:: DIRECTIONS ::
Take every line from the entries below that includes the word "wherever" and copy it.

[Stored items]
=== Begin Enclosure ===
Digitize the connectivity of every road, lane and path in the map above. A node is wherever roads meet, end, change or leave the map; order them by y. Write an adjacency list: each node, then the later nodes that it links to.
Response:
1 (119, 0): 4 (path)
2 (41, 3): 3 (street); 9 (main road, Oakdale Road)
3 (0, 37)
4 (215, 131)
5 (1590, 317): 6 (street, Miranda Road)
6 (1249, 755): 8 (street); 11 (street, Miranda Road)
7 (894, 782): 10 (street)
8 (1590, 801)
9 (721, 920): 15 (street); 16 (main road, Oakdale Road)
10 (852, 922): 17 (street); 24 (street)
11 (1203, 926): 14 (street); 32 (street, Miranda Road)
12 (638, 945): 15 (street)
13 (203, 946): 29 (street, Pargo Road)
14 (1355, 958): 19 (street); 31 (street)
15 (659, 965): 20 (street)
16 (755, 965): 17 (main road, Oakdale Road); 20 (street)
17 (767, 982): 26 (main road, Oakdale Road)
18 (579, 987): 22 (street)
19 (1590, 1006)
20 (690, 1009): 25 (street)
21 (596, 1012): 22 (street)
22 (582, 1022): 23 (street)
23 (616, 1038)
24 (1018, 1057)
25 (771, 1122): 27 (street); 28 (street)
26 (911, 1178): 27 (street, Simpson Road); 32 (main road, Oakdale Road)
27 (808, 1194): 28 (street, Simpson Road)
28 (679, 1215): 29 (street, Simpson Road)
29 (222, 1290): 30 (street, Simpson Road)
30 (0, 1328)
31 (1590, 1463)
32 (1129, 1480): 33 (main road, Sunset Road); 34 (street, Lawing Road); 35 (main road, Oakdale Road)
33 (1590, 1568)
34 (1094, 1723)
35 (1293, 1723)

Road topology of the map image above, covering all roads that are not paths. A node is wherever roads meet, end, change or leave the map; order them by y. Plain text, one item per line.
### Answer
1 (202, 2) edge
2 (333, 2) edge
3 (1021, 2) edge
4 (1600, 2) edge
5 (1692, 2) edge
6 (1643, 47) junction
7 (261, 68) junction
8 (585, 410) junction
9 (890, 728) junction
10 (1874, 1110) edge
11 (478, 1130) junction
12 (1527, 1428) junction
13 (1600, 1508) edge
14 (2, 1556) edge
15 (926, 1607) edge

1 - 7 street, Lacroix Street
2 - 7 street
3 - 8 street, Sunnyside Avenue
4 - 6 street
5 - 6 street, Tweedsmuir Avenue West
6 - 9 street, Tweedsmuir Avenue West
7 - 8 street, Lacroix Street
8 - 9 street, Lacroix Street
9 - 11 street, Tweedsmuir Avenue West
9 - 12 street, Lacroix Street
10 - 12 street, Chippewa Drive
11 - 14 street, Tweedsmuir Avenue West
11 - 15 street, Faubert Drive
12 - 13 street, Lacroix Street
=== End Enclosure ===
:: SOLUTION ::
Digitize the connectivity of every road, lane and path in the map above. A node is wherever roads meet, end, change or leave the map; order them by y. Write an adjacency list: each node, then the later nodes that it links to.
Road topology of the map image above, covering all roads that are not paths. A node is wherever roads meet, end, change or leave the map; order them by y. Plain text, one item per line.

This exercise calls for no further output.